Arlington, Va.—For seven years, Jim Roos has fought a legal battle with the city of St. Louis for the right to protest the government’s eminent domain policies. Today, a federal trial court provided him with yet another victory in that effort.
Jim’s saga began when St. Louis and its agencies began using eminent domain to take properties owned by Sanctuary in the Ordinary, Jim’s non-profit, low-income housing organization, or managed by Neighborhood Enterprises, a related housing ministry. All told, the city took 24 properties owned or managed by Sanctuary or Neighborhood Enterprises.
Fed up with the city’s actions, in March 2007, Jim had a powerful, highly visible mural painted on the side of one of Sanctuary’s buildings that the city was threatening to take through eminent domain. The mural read, “End Eminent Domain Abuse.” But just weeks after the mural was completed, the city cited Jim for violating the city’s sign code.
Represented by the Institute for Justice, Jim sued, alleging the government’s actions violated the First Amendment. Since then, he has twice fought, and won, at the 8th U.S. Circuit Court of Appeals. In its latest decision, the appellate court ruled that certain provisions of the sign code in effect when Jim first brought his suit were unconstitutional. The circuit court returned the issues of whether those provisions could be severed from the remainder of the sign code to the lower, trial court. The trial court initially ruled in favor of the city; Jim and IJ asked the court to reconsider that decision.
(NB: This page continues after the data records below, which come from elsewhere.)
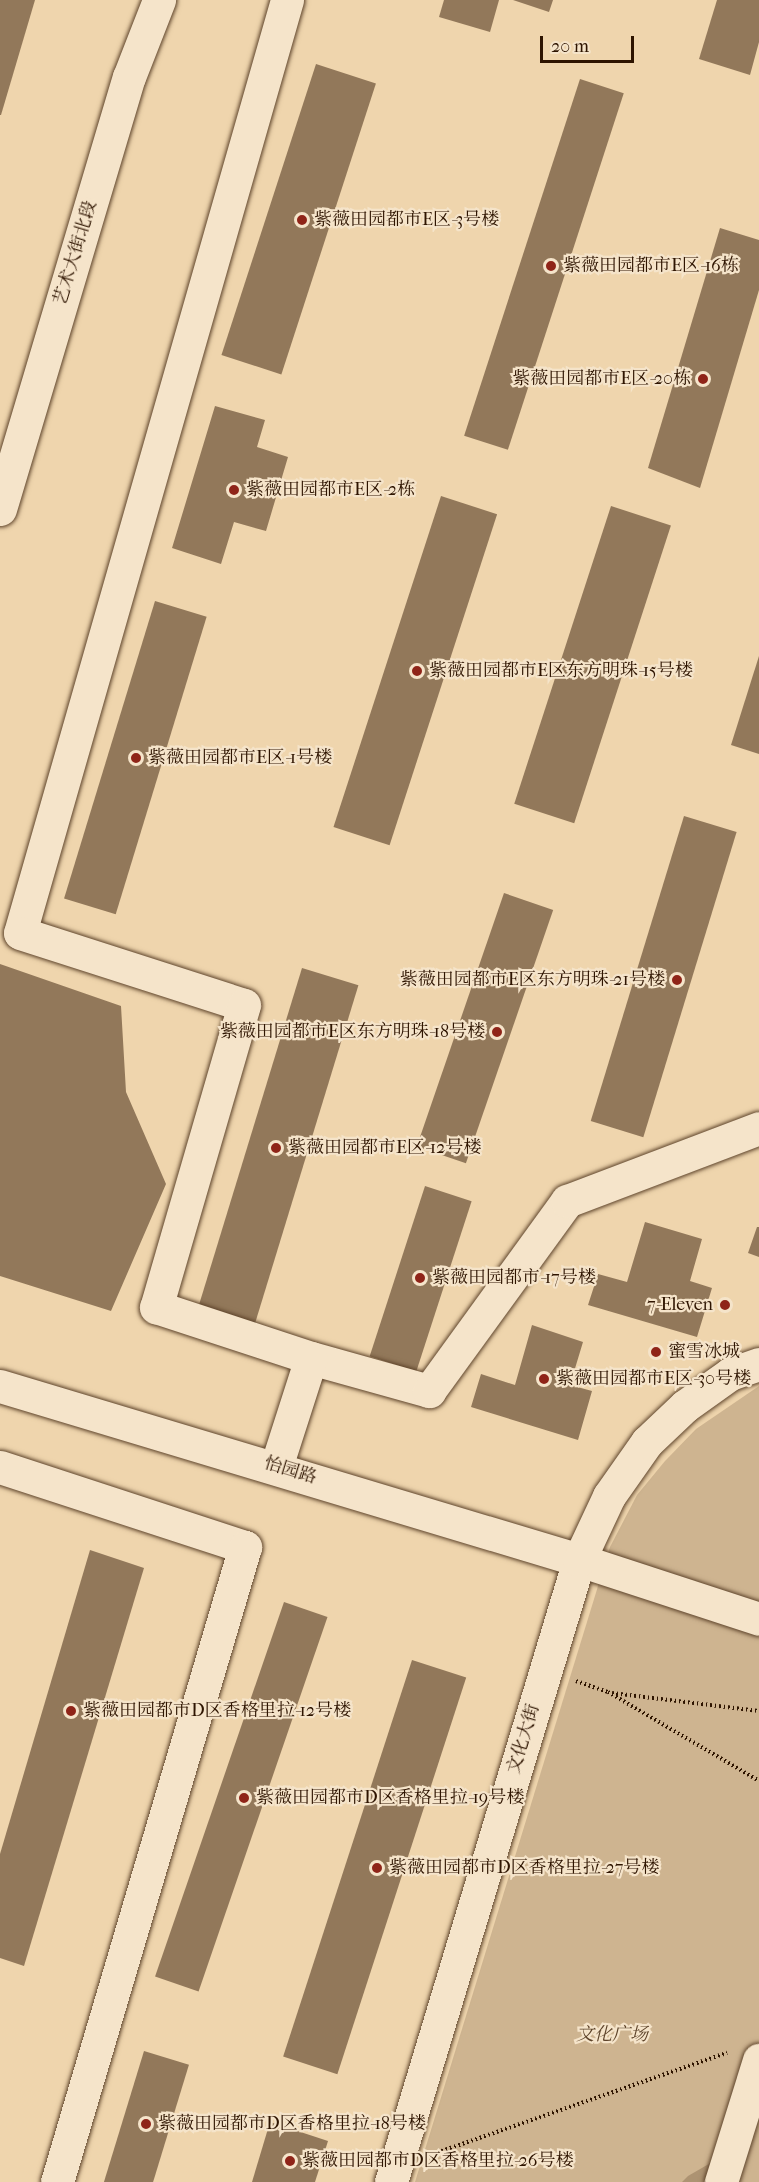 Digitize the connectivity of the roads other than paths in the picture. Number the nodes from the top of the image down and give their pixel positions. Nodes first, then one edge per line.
1 (159, 0) edge
2 (287, 0) edge
3 (0, 509) edge
4 (759, 1128) edge
5 (311, 1358) junction
6 (759, 1364) edge
7 (0, 1386) edge
8 (0, 1467) edge
9 (276, 1467) junction
10 (579, 1560) junction
11 (759, 1619) edge
12 (748, 2054) edge
13 (394, 2175) edge
14 (57, 2182) edge
15 (721, 2182) edge

1 - 3 street, 艺术大街北段
2 - 5 street
4 - 5 street
5 - 9 street
6 - 10 street, 文化大街
7 - 9 street, 怡园路
8 - 14 street
9 - 10 street, 怡园路
10 - 11 street, 怡园路
10 - 13 street, 文化大街
12 - 15 street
Today, the trial court vacated its earlier decision and concluded that the provisions of the city’s old sign code that the 8th Circuit concluded were unconstitutional could not be severed from the remainder of the code, meaning that the entirety of the city’s old code was unconstitutional. Jim had also sought $1.00 in nominal damages from the city in order to demonstrate that the government had violated his rights. The trial court’s decision today also granted that request.
“I am glad that the courts have recognized that we have the right to protest governmental policies that hurt the people our ministry is trying to help,” said Roos. “The city of St. Louis should also recognize that all the residents of this city have the right to have our voices heard when the government enacts harmful policies.”
The question remaining before the court is whether Jim will be able to keep his mural, notwithstanding a newly enacted 2012 sign code, under a doctrine called “vested rights.” The court has asked the city to provide additional briefing on the issue.
“For Americans of limited means, signs are often the most important, if not the only, means of effective public protest,” said William Maurer, an attorney with IJ and the lead attorney on Roos’ case. “Today’s decision recognizes that the city’s sign code was so pervasively unconstitutional that no part of it could be enforced. It is unfortunate, however, that any American should have to litigate their right to protest for seven years in order to get the government to learn that lesson.”
“We are confident that the court will ultimately conclude that Jim has a vested right in his mural and that it can remain for so long as he chooses to have it,” said IJ Senior Attorney Michael Bindas. “As the court recognized today, the sign code provisions the city applied to the mural when it was put up back in 2007 were unconstitutional. The mural was therefore perfectly permissible, and no new city code can change that fact.”